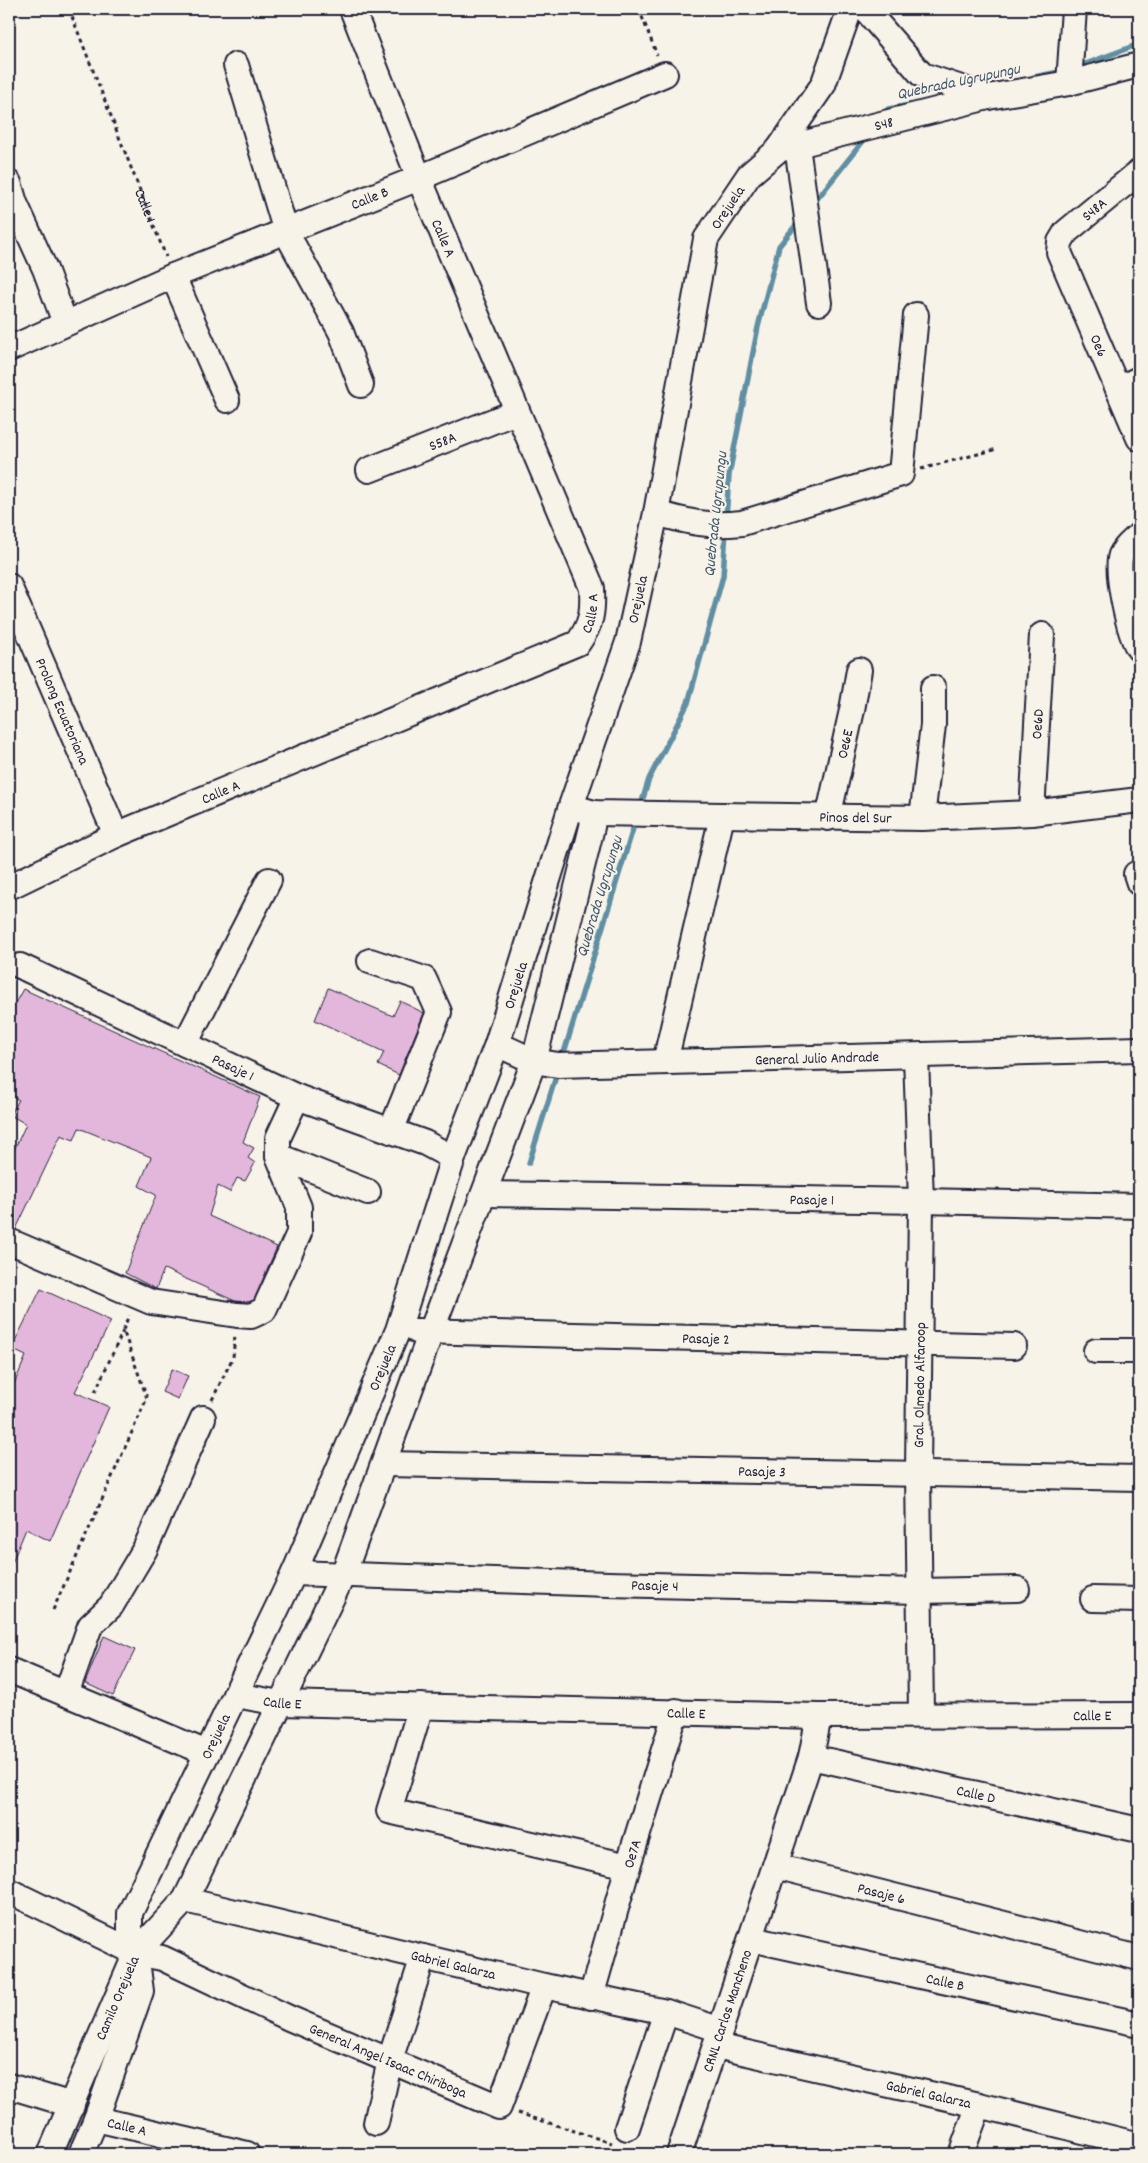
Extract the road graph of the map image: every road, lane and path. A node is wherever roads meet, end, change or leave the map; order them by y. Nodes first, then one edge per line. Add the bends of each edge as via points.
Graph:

•••

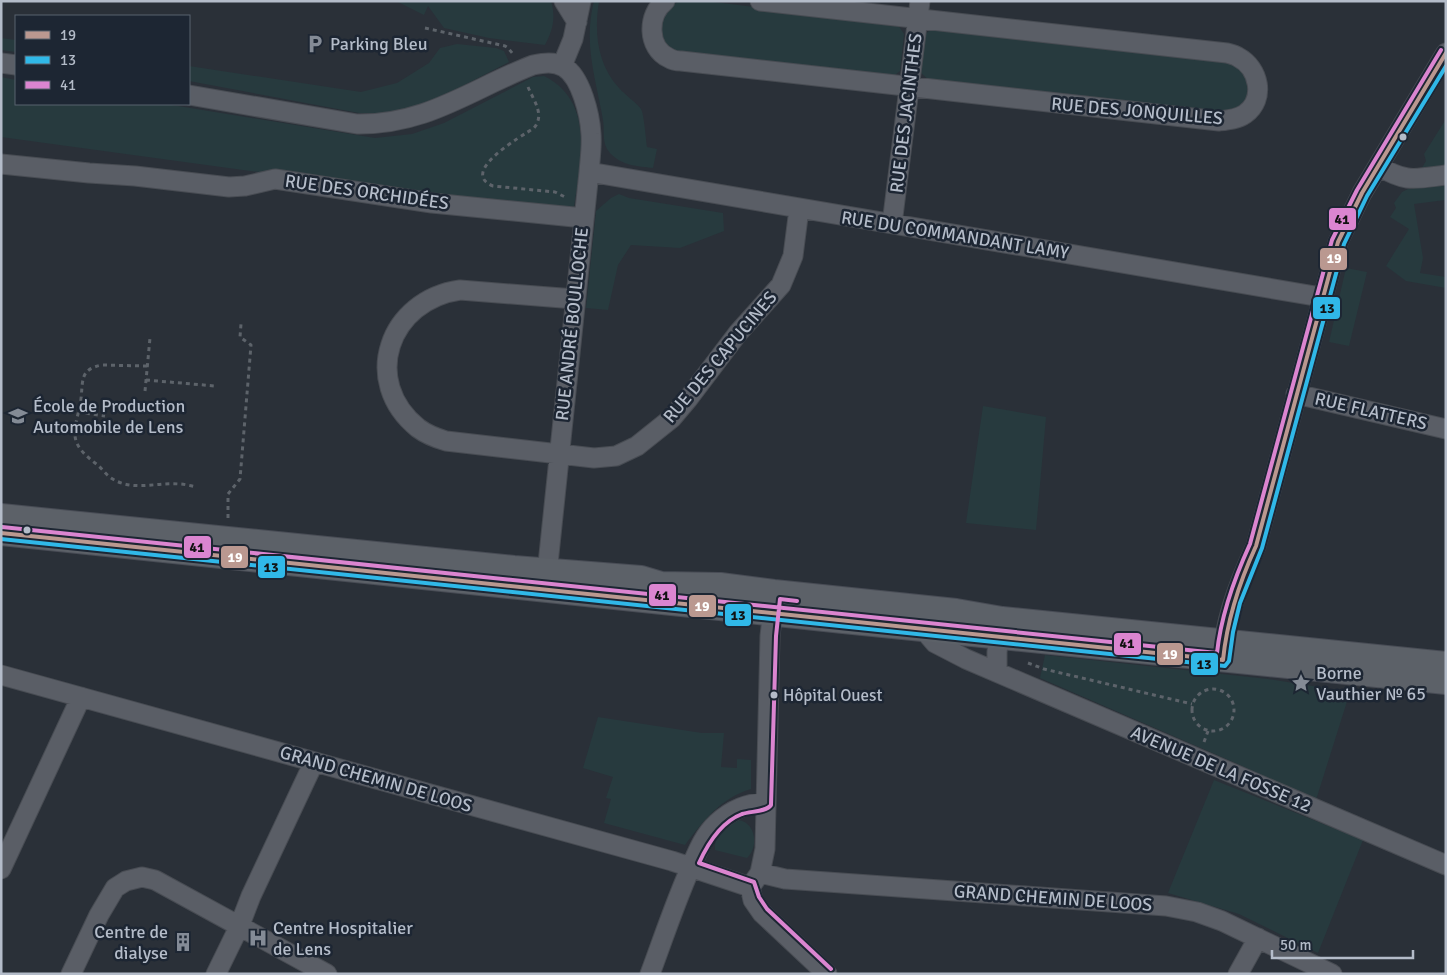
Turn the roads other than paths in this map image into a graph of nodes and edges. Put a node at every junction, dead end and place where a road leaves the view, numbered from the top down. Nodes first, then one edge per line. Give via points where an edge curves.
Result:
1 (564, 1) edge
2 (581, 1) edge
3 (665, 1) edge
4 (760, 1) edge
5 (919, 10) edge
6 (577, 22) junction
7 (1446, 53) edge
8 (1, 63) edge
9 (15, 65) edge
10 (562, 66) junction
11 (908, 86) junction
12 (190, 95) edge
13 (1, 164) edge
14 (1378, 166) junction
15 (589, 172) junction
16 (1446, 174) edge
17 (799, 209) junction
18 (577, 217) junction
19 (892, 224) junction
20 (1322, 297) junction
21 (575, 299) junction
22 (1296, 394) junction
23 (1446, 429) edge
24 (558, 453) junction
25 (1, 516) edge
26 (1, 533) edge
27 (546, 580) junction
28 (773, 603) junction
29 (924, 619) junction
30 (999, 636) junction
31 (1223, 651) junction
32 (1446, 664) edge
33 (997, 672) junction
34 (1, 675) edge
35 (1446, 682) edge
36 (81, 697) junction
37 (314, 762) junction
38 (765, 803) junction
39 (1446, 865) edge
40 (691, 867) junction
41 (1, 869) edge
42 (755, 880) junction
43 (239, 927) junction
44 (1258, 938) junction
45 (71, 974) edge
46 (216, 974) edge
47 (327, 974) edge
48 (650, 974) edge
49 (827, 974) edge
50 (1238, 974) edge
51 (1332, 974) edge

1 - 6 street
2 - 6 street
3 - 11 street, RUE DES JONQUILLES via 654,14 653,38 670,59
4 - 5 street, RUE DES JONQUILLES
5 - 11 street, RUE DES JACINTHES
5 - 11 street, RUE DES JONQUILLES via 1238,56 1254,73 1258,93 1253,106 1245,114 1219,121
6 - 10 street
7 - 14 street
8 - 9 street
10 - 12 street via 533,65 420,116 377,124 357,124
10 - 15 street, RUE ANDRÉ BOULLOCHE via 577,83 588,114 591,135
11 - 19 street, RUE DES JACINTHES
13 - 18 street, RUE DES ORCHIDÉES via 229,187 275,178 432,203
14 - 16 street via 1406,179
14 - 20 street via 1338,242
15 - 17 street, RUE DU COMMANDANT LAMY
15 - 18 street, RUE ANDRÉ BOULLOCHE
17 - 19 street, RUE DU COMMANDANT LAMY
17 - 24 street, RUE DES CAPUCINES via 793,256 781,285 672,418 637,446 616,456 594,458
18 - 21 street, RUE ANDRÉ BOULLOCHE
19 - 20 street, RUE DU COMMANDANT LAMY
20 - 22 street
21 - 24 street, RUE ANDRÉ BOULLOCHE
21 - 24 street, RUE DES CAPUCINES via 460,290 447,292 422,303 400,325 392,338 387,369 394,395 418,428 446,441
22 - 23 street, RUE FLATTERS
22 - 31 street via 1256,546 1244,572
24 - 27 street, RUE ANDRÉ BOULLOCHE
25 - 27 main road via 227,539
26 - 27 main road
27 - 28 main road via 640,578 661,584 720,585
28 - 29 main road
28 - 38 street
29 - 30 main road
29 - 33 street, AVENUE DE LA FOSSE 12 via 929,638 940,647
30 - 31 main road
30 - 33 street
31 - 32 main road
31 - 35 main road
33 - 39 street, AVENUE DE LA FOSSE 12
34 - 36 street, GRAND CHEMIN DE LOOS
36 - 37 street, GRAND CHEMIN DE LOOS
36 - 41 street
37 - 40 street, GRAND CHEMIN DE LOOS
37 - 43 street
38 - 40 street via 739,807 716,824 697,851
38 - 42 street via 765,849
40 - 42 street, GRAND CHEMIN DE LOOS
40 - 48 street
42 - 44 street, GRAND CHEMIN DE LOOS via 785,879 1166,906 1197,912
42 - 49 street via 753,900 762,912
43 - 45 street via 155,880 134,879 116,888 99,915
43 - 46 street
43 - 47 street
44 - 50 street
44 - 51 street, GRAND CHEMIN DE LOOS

•••

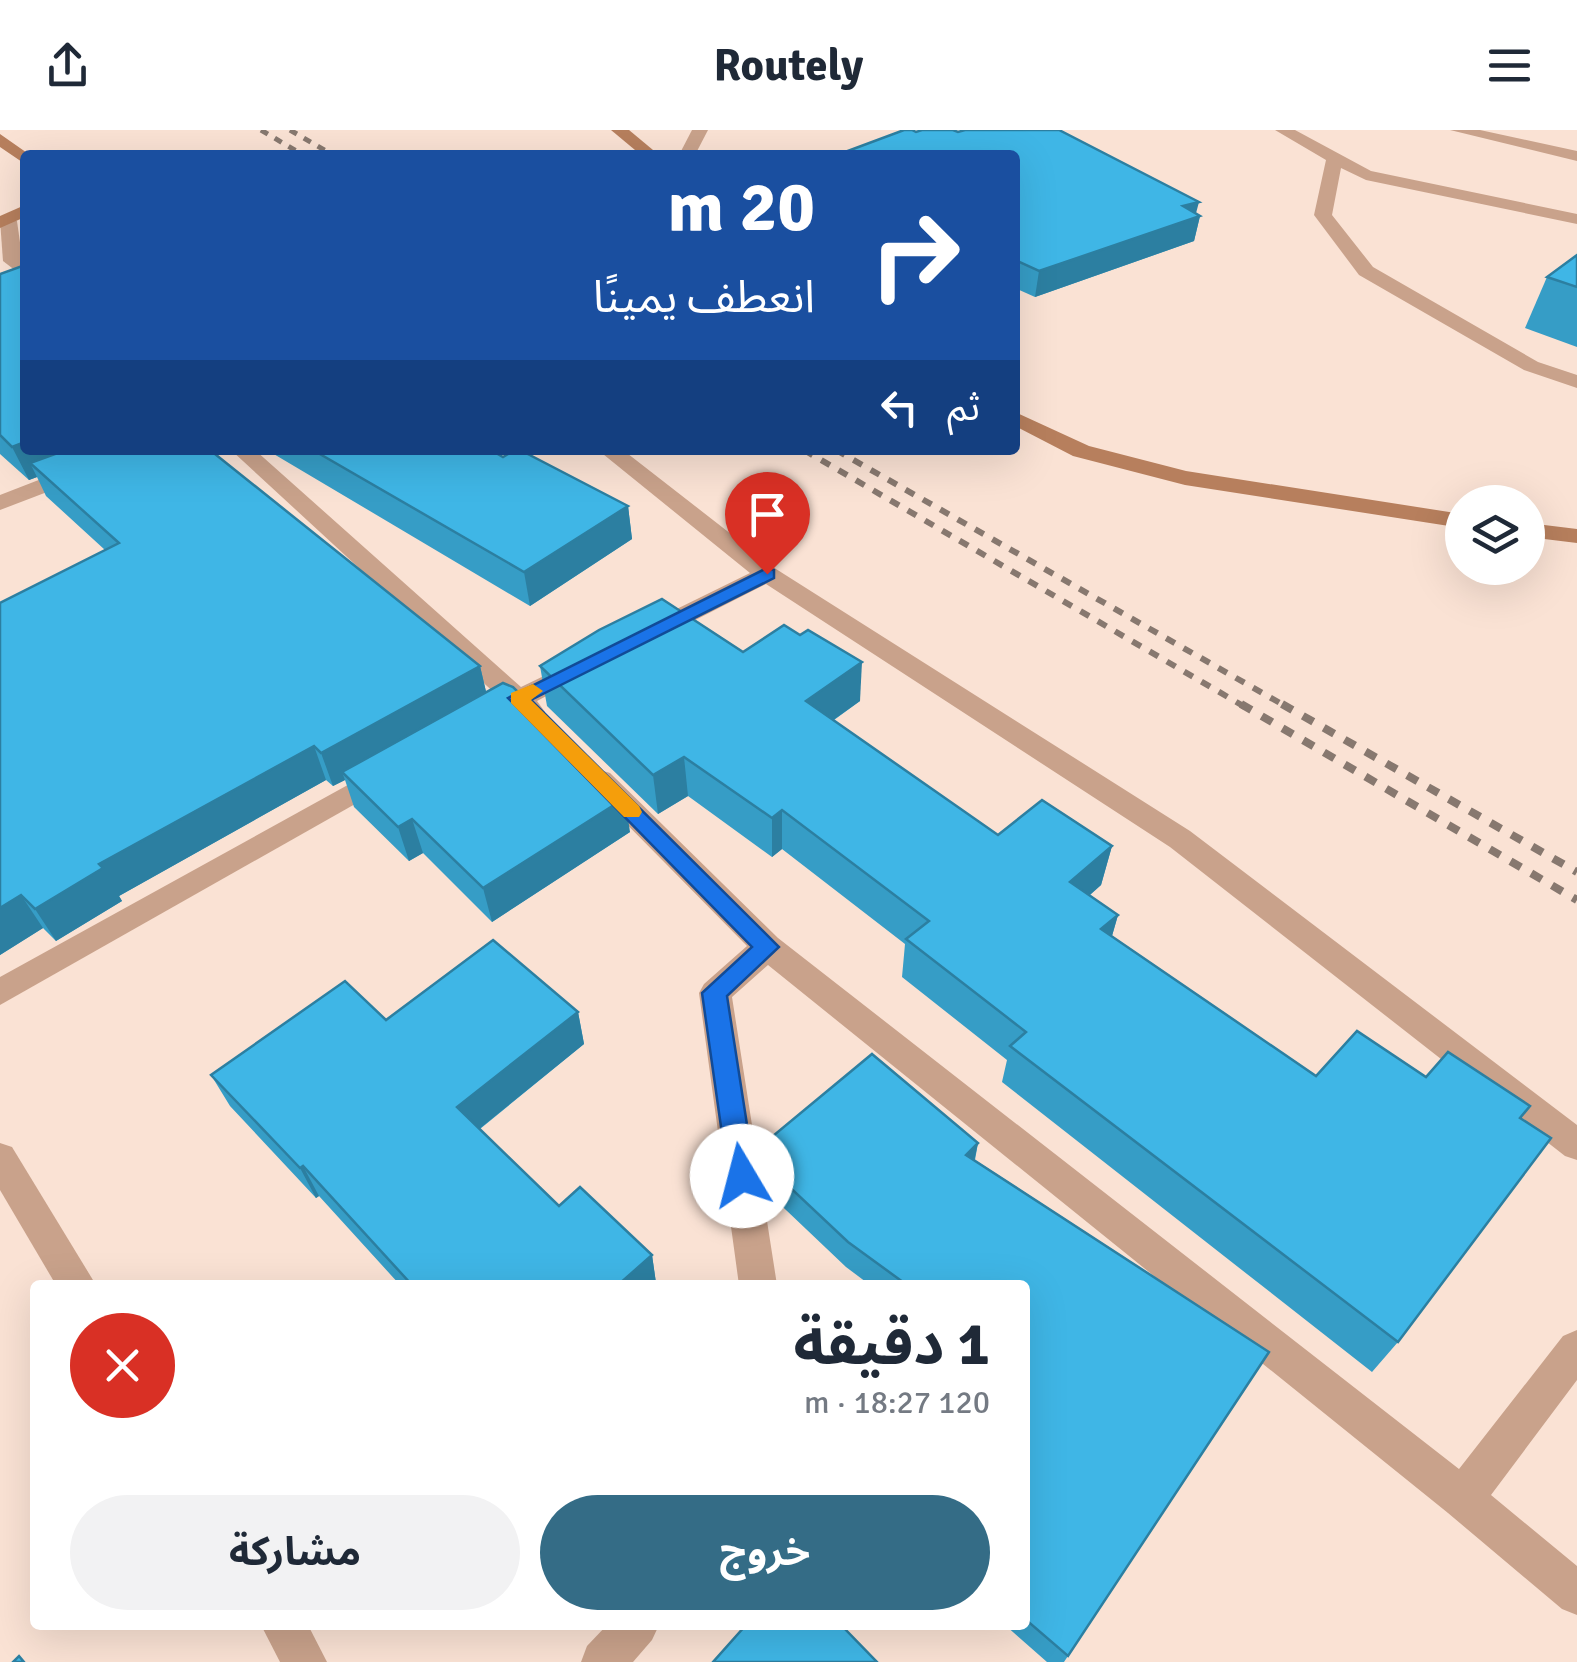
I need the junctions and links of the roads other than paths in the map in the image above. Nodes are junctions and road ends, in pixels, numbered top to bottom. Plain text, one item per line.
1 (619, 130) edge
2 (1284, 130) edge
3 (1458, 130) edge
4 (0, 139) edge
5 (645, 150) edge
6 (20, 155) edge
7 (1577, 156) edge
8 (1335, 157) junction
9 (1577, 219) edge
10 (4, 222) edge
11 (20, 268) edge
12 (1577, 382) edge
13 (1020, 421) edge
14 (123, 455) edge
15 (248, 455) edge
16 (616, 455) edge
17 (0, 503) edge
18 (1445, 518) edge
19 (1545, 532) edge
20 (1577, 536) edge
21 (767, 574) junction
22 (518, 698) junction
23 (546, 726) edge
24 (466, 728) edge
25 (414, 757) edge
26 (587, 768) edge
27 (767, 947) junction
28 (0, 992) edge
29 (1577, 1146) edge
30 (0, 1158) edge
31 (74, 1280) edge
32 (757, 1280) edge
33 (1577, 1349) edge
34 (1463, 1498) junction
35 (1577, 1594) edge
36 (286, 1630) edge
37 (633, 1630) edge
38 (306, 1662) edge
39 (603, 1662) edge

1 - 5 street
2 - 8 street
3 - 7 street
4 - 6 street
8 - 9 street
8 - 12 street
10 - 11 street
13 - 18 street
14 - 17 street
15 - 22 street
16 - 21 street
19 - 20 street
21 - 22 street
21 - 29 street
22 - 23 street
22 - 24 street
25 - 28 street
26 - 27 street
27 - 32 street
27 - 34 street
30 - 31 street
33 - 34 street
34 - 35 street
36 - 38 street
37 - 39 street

•••

> **Task item**:
Copy each line of the listing that carries the string "then".

> **Task result**:
Extract the road graph of the map image: every road, lane and path. A node is wherever roads meet, end, change or leave the map; order them by y. Nodes first, then one edge per line. Add the bends of each edge as via points.
Turn the roads other than paths in this map image into a graph of nodes and edges. Put a node at every junction, dead end and place where a road leaves the view, numbered from the top down. Nodes first, then one edge per line. Give via points where an edge curves.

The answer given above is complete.